The Folly of Baling Grass straw

I can see the page count indication drop as I drone on about farming, by my only commentators are farmers anyway.
The grass seed harvest is underway in our neighborhood. The straw is baled and sold for export to Japan and Korea. The word is that they have an excess of protein from their fishing industry and they import the grass straw as they desperately need the roughage.
The straw price is very good right now. From $75-$85 a ton. The key to profitability is on nailing down two things. Is the price quoted on delivered material? If so, then deduct $10 per ton for hauling, and how much do you have to pay for the straw.

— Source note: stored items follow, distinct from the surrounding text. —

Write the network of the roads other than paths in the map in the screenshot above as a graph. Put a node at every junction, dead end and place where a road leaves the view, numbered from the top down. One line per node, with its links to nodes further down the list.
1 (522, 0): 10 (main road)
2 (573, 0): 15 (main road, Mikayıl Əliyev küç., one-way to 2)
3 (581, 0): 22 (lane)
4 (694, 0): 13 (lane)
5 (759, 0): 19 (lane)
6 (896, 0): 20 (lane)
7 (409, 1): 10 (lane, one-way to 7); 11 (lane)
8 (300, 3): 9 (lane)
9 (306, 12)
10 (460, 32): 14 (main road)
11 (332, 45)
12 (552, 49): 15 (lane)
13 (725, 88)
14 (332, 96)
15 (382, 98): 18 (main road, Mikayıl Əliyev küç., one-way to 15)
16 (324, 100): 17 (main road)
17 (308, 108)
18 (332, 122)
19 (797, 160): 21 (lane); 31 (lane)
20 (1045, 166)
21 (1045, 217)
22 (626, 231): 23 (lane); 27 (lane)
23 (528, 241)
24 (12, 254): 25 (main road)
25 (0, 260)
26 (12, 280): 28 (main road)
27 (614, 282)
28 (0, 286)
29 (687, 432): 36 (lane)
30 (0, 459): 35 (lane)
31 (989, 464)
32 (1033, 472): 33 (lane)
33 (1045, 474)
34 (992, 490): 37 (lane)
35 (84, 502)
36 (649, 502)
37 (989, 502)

The straw used to be free. But... As it always happened, the fellows who wanted to be big time operators came in and started a ferocious competition for the straw. No straw or hay baler person can resist as $.50 per ton profit and so they started paying the farmers for the straw. The delivered price was kept somewhat low key but a couple years ago it started hitting the $75 price range. That lasted but a short while. The rabid straw balers started sporting new balers and service truck and took vacations in the Bahamas. After that the stumpage price started to climb.
Once fertilizer also started to climb many farmers would not let straw leave their farm for less than $20 per ton stumpage.

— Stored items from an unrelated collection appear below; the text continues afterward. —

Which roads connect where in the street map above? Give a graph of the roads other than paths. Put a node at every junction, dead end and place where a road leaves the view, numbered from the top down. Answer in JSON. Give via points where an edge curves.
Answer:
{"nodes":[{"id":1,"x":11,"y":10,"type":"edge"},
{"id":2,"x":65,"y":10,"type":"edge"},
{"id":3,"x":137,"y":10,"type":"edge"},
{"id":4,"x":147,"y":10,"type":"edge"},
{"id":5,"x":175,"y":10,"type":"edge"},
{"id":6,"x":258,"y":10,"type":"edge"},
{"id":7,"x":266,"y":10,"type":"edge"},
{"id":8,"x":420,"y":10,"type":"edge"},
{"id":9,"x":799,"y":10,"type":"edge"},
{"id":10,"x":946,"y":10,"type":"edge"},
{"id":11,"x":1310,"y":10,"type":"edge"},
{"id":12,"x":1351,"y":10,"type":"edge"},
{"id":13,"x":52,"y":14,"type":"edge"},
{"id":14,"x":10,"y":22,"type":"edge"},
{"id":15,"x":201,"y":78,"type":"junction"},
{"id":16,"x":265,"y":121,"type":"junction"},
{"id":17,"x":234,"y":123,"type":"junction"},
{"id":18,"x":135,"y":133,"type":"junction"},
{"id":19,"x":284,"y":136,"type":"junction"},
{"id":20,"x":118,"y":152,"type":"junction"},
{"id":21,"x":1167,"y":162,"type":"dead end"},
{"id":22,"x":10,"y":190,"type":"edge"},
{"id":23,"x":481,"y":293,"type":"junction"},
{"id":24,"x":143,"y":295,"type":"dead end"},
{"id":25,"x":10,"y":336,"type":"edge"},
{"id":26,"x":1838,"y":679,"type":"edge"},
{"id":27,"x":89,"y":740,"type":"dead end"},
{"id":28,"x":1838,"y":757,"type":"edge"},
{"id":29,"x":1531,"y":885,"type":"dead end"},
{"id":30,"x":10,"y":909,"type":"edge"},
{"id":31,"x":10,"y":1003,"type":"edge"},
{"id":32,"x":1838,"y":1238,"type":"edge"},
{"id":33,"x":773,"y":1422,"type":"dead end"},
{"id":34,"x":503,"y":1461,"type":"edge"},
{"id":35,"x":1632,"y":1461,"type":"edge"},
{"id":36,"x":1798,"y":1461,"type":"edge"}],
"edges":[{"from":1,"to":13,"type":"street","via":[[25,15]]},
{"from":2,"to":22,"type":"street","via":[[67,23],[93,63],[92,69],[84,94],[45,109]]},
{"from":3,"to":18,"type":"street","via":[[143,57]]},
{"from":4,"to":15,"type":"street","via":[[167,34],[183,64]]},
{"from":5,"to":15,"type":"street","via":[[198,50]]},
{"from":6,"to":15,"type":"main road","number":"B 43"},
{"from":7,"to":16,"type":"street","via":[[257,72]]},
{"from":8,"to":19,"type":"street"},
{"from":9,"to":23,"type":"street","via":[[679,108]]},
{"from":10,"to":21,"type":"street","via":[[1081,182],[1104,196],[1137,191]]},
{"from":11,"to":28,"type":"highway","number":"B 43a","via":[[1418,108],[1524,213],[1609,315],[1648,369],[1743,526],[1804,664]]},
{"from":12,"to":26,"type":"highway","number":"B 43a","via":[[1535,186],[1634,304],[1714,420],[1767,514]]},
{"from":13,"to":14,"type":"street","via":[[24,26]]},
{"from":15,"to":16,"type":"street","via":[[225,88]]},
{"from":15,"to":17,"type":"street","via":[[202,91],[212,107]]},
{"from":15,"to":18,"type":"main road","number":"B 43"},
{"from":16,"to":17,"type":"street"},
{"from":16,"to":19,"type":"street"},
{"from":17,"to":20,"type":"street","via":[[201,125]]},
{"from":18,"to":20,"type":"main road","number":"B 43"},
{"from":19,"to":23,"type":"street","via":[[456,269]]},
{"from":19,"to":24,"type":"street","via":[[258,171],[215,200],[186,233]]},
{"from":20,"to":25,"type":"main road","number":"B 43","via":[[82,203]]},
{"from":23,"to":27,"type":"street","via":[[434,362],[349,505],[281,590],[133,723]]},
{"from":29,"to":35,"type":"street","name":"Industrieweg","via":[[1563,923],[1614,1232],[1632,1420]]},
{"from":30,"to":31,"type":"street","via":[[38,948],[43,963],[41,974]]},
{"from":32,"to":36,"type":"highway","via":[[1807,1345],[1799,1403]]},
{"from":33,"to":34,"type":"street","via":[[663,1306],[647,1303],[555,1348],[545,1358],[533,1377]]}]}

This year the clever short-pants baler guys were offering $40 a ton for stumpage. Many have gone to those really big balers.
I have a three-string Hesston 4690. I will not promise to pay more than I can afford to pay. Thus, I have barely 100 acres when I need about 500 acres. I am trying to avoid baling any straw off of our farm as we need the P and K back in the soil. Not to mention our lack of organic matter.

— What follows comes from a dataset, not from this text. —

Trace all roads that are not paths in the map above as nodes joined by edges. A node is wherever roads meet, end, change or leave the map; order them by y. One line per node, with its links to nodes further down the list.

So, yesterday I baled four truck loads of nice green fescue straw. I had to rake it three times to get it dry enough to bale. I had to tell the neighbor that it was my field and make him stop baling. He was very apologetic and I got all, "hey it is ok, honest mistake, go ahead and pick up what you baled." Then i started kicking myself as there was no point in being that nice. I shouldn't have let him pick up his bales as I ended up being one block short of 4 truck loads.
But, I could not get the stuff dry. It needs to be below 16 percent moisture for export. One side of the bale would be 8 percent and the other would be 20 percent. I have a moisture tester in the bale chamber. Few other balers have those, despite the efforts of my 91-year-old father who spends his days selling moisture testers.
I think the neighbor baled all the straw he got out of my field at 18 to 20 percent moisture. So, in the end I am glad I didn't get his bales.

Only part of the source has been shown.